The company has sought to develop various Alexa-enabled products targeting children. A wearable Disney gadget codenamed the Magic Band is scheduled to arrive this year, according to the documents. It’s unclear whether it’s a toy or is associated with the guest-tracking Magic wristband Walt Disney Co. has deployed in its parks and hotels.
The two companies already collaborate in various ways. Amazon’s cloud computing division powers the Disney+ streaming service, and, earlier this year, Amazon began offering its music service subscribers several free months of Disney+.
Amazon and Disney declined to comment.
Amazon had also planned to release an Alexa-powered karaoke microphone dubbed Jackson on Prime Day, but no such device was forthcoming during the two-day annual sale last month.
The e-commerce giant planned to sell the kid-focused Seeker wearable for US$99, including wireless connectivity and a year’s access to the company’s FreeTime Unlimited subscription, which has since been rebranded Kids+. The subscription costs US$2.99 per month for access to books, movies, television shows, apps and games aimed at children and lets parents set limits on screen time and filter content based on a kid’s age.

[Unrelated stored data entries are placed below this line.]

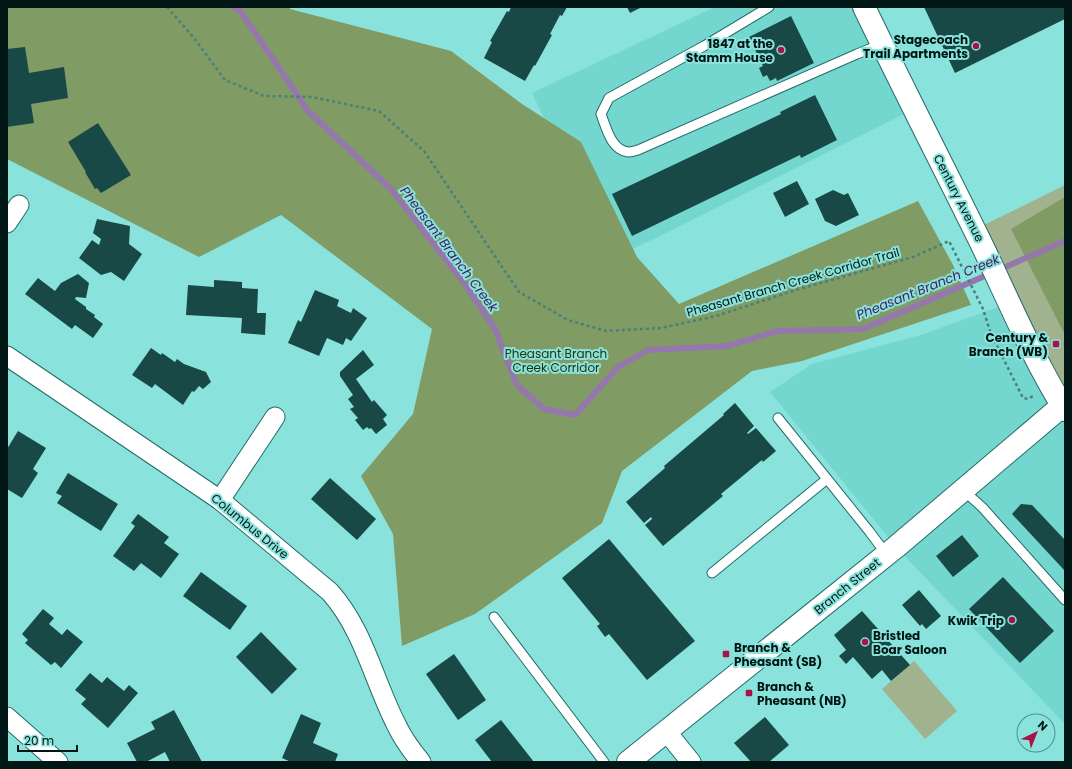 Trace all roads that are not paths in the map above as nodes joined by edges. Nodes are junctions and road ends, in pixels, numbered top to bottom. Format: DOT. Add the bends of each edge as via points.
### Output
graph roads {
  1 [pos="769,7"];
  2 [pos="864,7"];
  3 [pos="882,44"];
  4 [pos="19,205"];
  5 [pos="7,223"];
  6 [pos="7,356"];
  7 [pos="1064,408"];
  8 [pos="275,416"];
  9 [pos="778,418"];
  10 [pos="826,478"];
  11 [pos="964,490"];
  12 [pos="220,500"];
  13 [pos="887,555"];
  14 [pos="712,573"];
  15 [pos="1065,600"];
  16 [pos="494,617"];
  17 [pos="7,718"];
  18 [pos="666,731"];
  19 [pos="58,762"];
  20 [pos="420,762"];
  21 [pos="604,762"];
  22 [pos="628,762"];
  23 [pos="691,762"];
  1 -- 3 [label="lane" via="610,98 601,114 607,131 617,147 628,152 638,150"];
  2 -- 3 [label="street, Century Avenue"];
  3 -- 7 [label="street, Century Avenue" via="1040,367"];
  4 -- 5 [label="street"];
  6 -- 12 [label="street, Columbus Drive"];
  7 -- 11 [label="street, Branch Street"];
  8 -- 12 [label="street"];
  9 -- 10 [label="lane"];
  10 -- 13 [label="lane"];
  10 -- 14 [label="lane"];
  11 -- 13 [label="street, Branch Street"];
  11 -- 15 [label="lane"];
  12 -- 20 [label="street, Columbus Drive" via="338,601 353,624 397,727"];
  13 -- 18 [label="street, Branch Street"];
  16 -- 21 [label="lane"];
  17 -- 19 [label="street"];
  18 -- 22 [label="street, Branch Street"];
  18 -- 23 [label="street"];
} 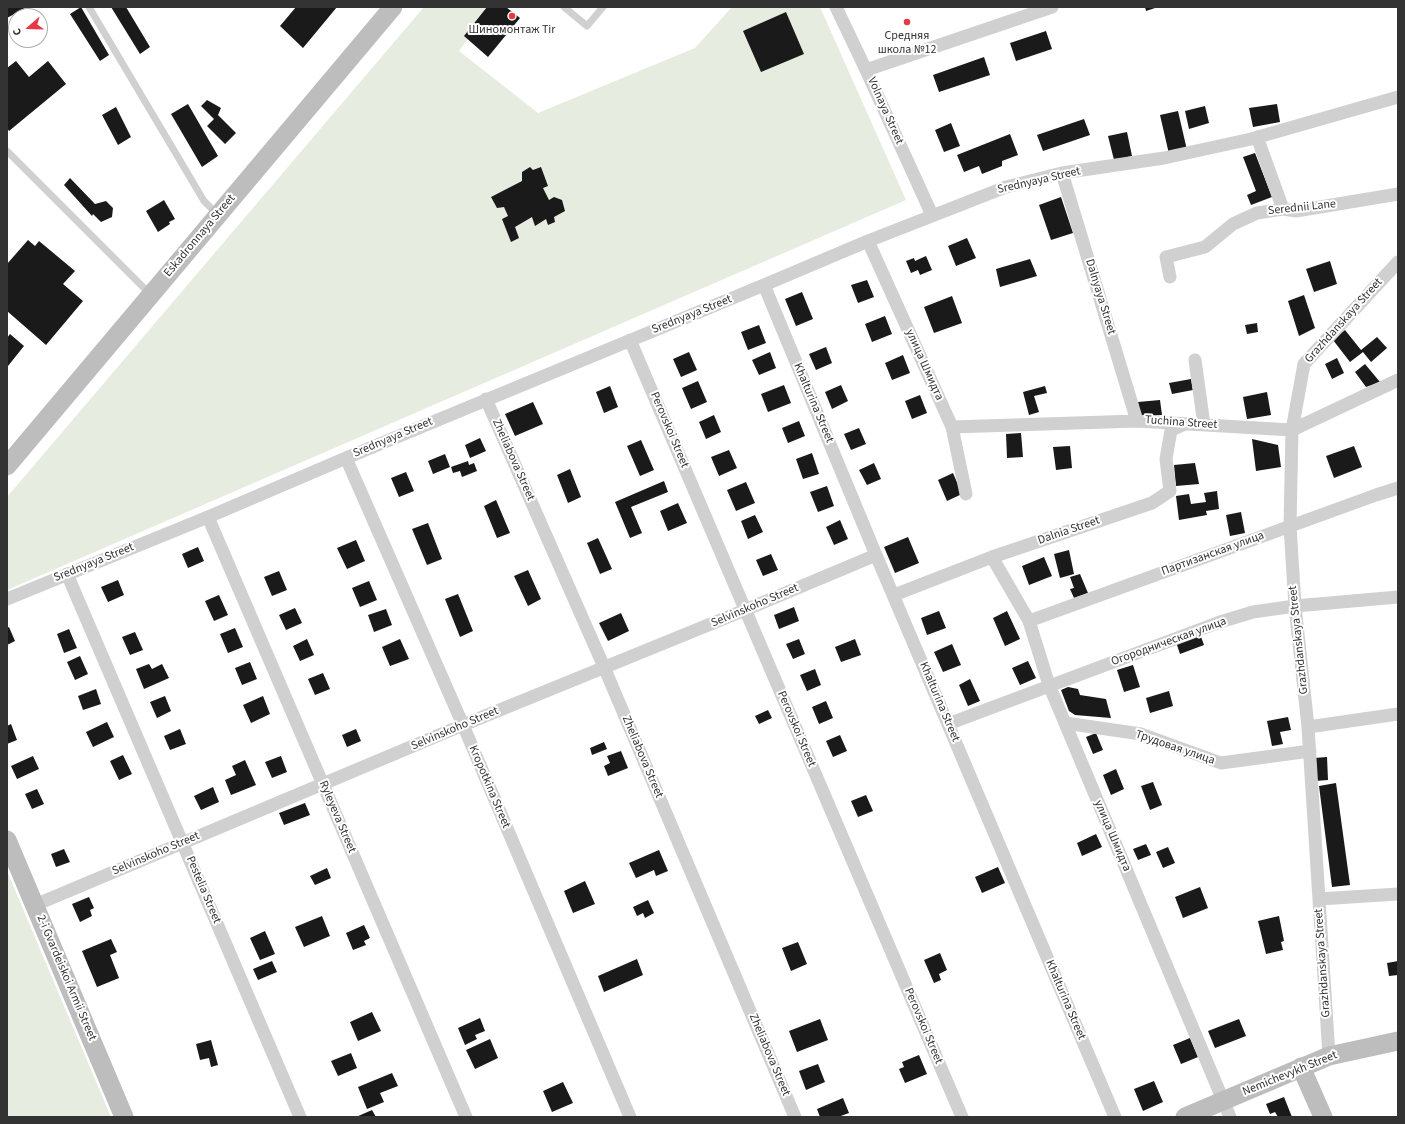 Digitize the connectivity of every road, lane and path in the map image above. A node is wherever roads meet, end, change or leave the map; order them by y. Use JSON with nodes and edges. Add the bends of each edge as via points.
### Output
{"nodes":[{"id":1,"x":89,"y":7,"type":"edge"},
{"id":2,"x":393,"y":7,"type":"edge"},
{"id":3,"x":564,"y":7,"type":"edge"},
{"id":4,"x":603,"y":7,"type":"edge"},
{"id":5,"x":836,"y":7,"type":"edge"},
{"id":6,"x":1052,"y":7,"type":"edge"},
{"id":7,"x":866,"y":70,"type":"junction"},
{"id":8,"x":1398,"y":97,"type":"edge"},
{"id":9,"x":1257,"y":137,"type":"junction"},
{"id":10,"x":7,"y":151,"type":"edge"},
{"id":11,"x":1062,"y":173,"type":"junction"},
{"id":12,"x":920,"y":189,"type":"junction"},
{"id":13,"x":1398,"y":194,"type":"edge"},
{"id":14,"x":949,"y":208,"type":"junction"},
{"id":15,"x":1283,"y":209,"type":"junction"},
{"id":16,"x":217,"y":215,"type":"junction"},
{"id":17,"x":932,"y":215,"type":"junction"},
{"id":18,"x":910,"y":224,"type":"junction"},
{"id":19,"x":868,"y":241,"type":"junction"},
{"id":20,"x":1398,"y":262,"type":"edge"},
{"id":21,"x":1170,"y":277,"type":"dead end"},
{"id":22,"x":764,"y":285,"type":"junction"},
{"id":23,"x":152,"y":295,"type":"junction"},
{"id":24,"x":630,"y":340,"type":"junction"},
{"id":25,"x":1195,"y":360,"type":"dead end"},
{"id":26,"x":1398,"y":380,"type":"edge"},
{"id":27,"x":486,"y":399,"type":"junction"},
{"id":28,"x":1137,"y":421,"type":"junction"},
{"id":29,"x":1185,"y":424,"type":"junction"},
{"id":30,"x":1204,"y":425,"type":"junction"},
{"id":31,"x":952,"y":427,"type":"junction"},
{"id":32,"x":1292,"y":430,"type":"junction"},
{"id":33,"x":346,"y":458,"type":"junction"},
{"id":34,"x":7,"y":466,"type":"edge"},
{"id":35,"x":1398,"y":488,"type":"edge"},
{"id":36,"x":966,"y":494,"type":"dead end"},
{"id":37,"x":208,"y":517,"type":"junction"},
{"id":38,"x":1290,"y":526,"type":"junction"},
{"id":39,"x":876,"y":555,"type":"junction"},
{"id":40,"x":992,"y":557,"type":"junction"},
{"id":41,"x":67,"y":574,"type":"junction"},
{"id":42,"x":894,"y":595,"type":"junction"},
{"id":43,"x":1398,"y":597,"type":"edge"},
{"id":44,"x":7,"y":599,"type":"edge"},
{"id":45,"x":1295,"y":606,"type":"junction"},
{"id":46,"x":745,"y":610,"type":"junction"},
{"id":47,"x":1029,"y":621,"type":"junction"},
{"id":48,"x":604,"y":667,"type":"junction"},
{"id":49,"x":1049,"y":685,"type":"junction"},
{"id":50,"x":1398,"y":714,"type":"edge"},
{"id":51,"x":1065,"y":723,"type":"junction"},
{"id":52,"x":948,"y":724,"type":"junction"},
{"id":53,"x":463,"y":725,"type":"junction"},
{"id":54,"x":1308,"y":727,"type":"junction"},
{"id":55,"x":1310,"y":751,"type":"junction"},
{"id":56,"x":323,"y":784,"type":"junction"},
{"id":57,"x":7,"y":840,"type":"edge"},
{"id":58,"x":183,"y":843,"type":"junction"},
{"id":59,"x":1398,"y":894,"type":"edge"},
{"id":60,"x":1319,"y":899,"type":"junction"},
{"id":61,"x":35,"y":905,"type":"junction"},
{"id":62,"x":1398,"y":1041,"type":"edge"},
{"id":63,"x":1330,"y":1056,"type":"junction"},
{"id":64,"x":1301,"y":1067,"type":"junction"},
{"id":65,"x":1227,"y":1109,"type":"edge"},
{"id":66,"x":124,"y":1117,"type":"edge"},
{"id":67,"x":300,"y":1117,"type":"edge"},
{"id":68,"x":466,"y":1117,"type":"edge"},
{"id":69,"x":630,"y":1117,"type":"edge"},
{"id":70,"x":795,"y":1117,"type":"edge"},
{"id":71,"x":962,"y":1117,"type":"edge"},
{"id":72,"x":1115,"y":1117,"type":"edge"},
{"id":73,"x":1185,"y":1117,"type":"edge"},
{"id":74,"x":1323,"y":1117,"type":"edge"}],
"edges":[{"from":1,"to":16,"type":"lane","via":[[204,201]]},
{"from":2,"to":16,"type":"main road","name":"Eskadronnaya Street"},
{"from":3,"to":4,"type":"lane","via":[[587,26]]},
{"from":5,"to":7,"type":"street","name":"Volnaya Street"},
{"from":6,"to":7,"type":"street"},
{"from":7,"to":12,"type":"street","name":"Volnaya Street"},
{"from":8,"to":9,"type":"street","name":"Srednyaya Street"},
{"from":9,"to":11,"type":"street","name":"Srednyaya Street","via":[[1164,158]]},
{"from":9,"to":15,"type":"street"},
{"from":10,"to":23,"type":"lane"},
{"from":11,"to":14,"type":"street","name":"Srednyaya Street","via":[[1006,187]]},
{"from":11,"to":28,"type":"street","name":"Dalnyaya Street"},
{"from":12,"to":14,"type":"street","via":[[935,203]]},
{"from":12,"to":17,"type":"street","name":"Volnaya Street"},
{"from":12,"to":18,"type":"street","via":[[920,209]]},
{"from":13,"to":15,"type":"street","name":"Serednii Lane","via":[[1296,211]]},
{"from":14,"to":17,"type":"street","name":"Srednyaya Street"},
{"from":15,"to":21,"type":"street","name":"Serednii Lane","via":[[1257,214],[1233,224],[1205,246],[1166,257]]},
{"from":16,"to":23,"type":"main road","name":"Eskadronnaya Street"},
{"from":17,"to":18,"type":"street","name":"Srednyaya Street"},
{"from":18,"to":19,"type":"street","name":"Srednyaya Street"},
{"from":19,"to":22,"type":"street","name":"Srednyaya Street"},
{"from":19,"to":31,"type":"street","name":"улица Шмидта"},
{"from":20,"to":32,"type":"street","name":"Grazhdanskaya Street","via":[[1304,364]]},
{"from":22,"to":24,"type":"street","name":"Srednyaya Street"},
{"from":22,"to":39,"type":"street","name":"Khalturina Street"},
{"from":23,"to":34,"type":"main road","name":"Eskadronnaya Street"},
{"from":24,"to":27,"type":"street","name":"Srednyaya Street"},
{"from":24,"to":46,"type":"street","name":"Perovskoi Street"},
{"from":25,"to":30,"type":"street"},
{"from":26,"to":32,"type":"street","name":"Tuchina Street"},
{"from":27,"to":33,"type":"street","name":"Srednyaya Street"},
{"from":27,"to":48,"type":"street","name":"Zheliabova Street"},
{"from":28,"to":29,"type":"street","name":"Tuchina Street"},
{"from":28,"to":31,"type":"street","name":"Tuchina Street"},
{"from":29,"to":30,"type":"street","name":"Tuchina Street"},
{"from":29,"to":40,"type":"street","name":"Dalnia Street","via":[[1170,430],[1166,459],[1170,491],[1152,503]]},
{"from":30,"to":32,"type":"street","name":"Tuchina Street"},
{"from":31,"to":36,"type":"street","name":"улица Шмидта"},
{"from":32,"to":38,"type":"street","name":"Grazhdanskaya Street"},
{"from":33,"to":37,"type":"street","name":"Srednyaya Street"},
{"from":33,"to":53,"type":"street","name":"Kropotkina Street"},
{"from":35,"to":38,"type":"street","name":"Партизанская улица"},
{"from":37,"to":41,"type":"street","name":"Srednyaya Street"},
{"from":37,"to":56,"type":"street","name":"Ryleyeva Street"},
{"from":38,"to":45,"type":"street","name":"Grazhdanskaya Street"},
{"from":38,"to":47,"type":"street","name":"Партизанская улица"},
{"from":39,"to":42,"type":"street","name":"Khalturina Street"},
{"from":39,"to":46,"type":"street","name":"Selvinskoho Street"},
{"from":40,"to":42,"type":"street","name":"Dalnia Street"},
{"from":40,"to":47,"type":"street","name":"улица Шмидта"},
{"from":41,"to":44,"type":"street","name":"Srednyaya Street"},
{"from":41,"to":58,"type":"street","name":"Pestelia Street"},
{"from":42,"to":52,"type":"street","name":"Khalturina Street"},
{"from":43,"to":45,"type":"street","name":"Огородническая улица"},
{"from":45,"to":49,"type":"street","name":"Огородническая улица","via":[[1253,612],[1220,622]]},
{"from":45,"to":54,"type":"street","name":"Grazhdanskaya Street"},
{"from":46,"to":48,"type":"street","name":"Selvinskoho Street"},
{"from":46,"to":71,"type":"street","name":"Perovskoi Street"},
{"from":47,"to":49,"type":"street","name":"улица Шмидта"},
{"from":48,"to":53,"type":"street","name":"Selvinskoho Street"},
{"from":48,"to":70,"type":"street","name":"Zheliabova Street"},
{"from":49,"to":51,"type":"street","name":"улица Шмидта"},
{"from":49,"to":52,"type":"street","name":"Огородническая улица"},
{"from":50,"to":54,"type":"street"},
{"from":51,"to":55,"type":"street","name":"Трудовая улица","via":[[1141,734],[1220,763]]},
{"from":51,"to":65,"type":"street","name":"улица Шмидта"},
{"from":52,"to":72,"type":"street","name":"Khalturina Street"},
{"from":53,"to":56,"type":"street","name":"Selvinskoho Street"},
{"from":53,"to":69,"type":"street","name":"Kropotkina Street"},
{"from":54,"to":55,"type":"street","name":"Grazhdanskaya Street"},
{"from":55,"to":60,"type":"street","name":"Grazhdanskaya Street"},
{"from":56,"to":58,"type":"street","name":"Selvinskoho Street"},
{"from":56,"to":68,"type":"street","name":"Ryleyeva Street"},
{"from":57,"to":61,"type":"main road","name":"2-i Gvardeiskoi Armii Street"},
{"from":58,"to":61,"type":"street","name":"Selvinskoho Street"},
{"from":58,"to":67,"type":"street","name":"Pestelia Street"},
{"from":59,"to":60,"type":"street"},
{"from":60,"to":63,"type":"street","name":"Grazhdanskaya Street"},
{"from":61,"to":66,"type":"main road","name":"2-i Gvardeiskoi Armii Street"},
{"from":62,"to":63,"type":"main road","name":"Nemichevykh Street"},
{"from":63,"to":64,"type":"main road","name":"Nemichevykh Street"},
{"from":64,"to":65,"type":"main road","name":"Nemichevykh Street"},
{"from":64,"to":74,"type":"main road"},
{"from":65,"to":73,"type":"main road","name":"Nemichevykh Street"}]}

A child-oriented device would mark an expansion of Amazon’s ambitions in consumer hardware. Last year, the company released a fitness band called Halo that can track physical activity, sleep, body fat and the wearer’s mood. The company has also been working on a home robot.
Advocacy groups and lawmakers have in the past criticized Amazon’s privacy protections for devices aimed at children. In 2019, the Campaign for a Commercial-Free Childhood, now known as Fairplay, and the Center for Digital Democracy joined several other groups to file a complaint with the Federal Trade Commission. They argued that Amazon’s Echo Dot Kids Edition infringed on children’s privacy rights by collecting data without verifiable parental consent.
The complaint also said the company retained recordings from the devices indefinitely, unless a parent explicitly requested they be deleted, and said the process for reviewing what information the devices collected was burdensome. Several U.S. senators also called on the FTC to investigate whether Amazon had violated the Children’s Online Privacy Protection Act with the device. Amazon said at the time that it was compliant with the law and on its corporate website lays out the steps it has taken to protect the privacy of FreeTime subscribers.
In the fall of 2019, Amazon unveiled new privacy tools, including an opt-in feature that lets users automatically delete their Alexa recordings on a periodic basis. The privacy enhancements followed a Bloomberg report that thousands of Amazon workers around the world were reviewing audio clips collected by Alexa devices in an effort to improve their responses to commands.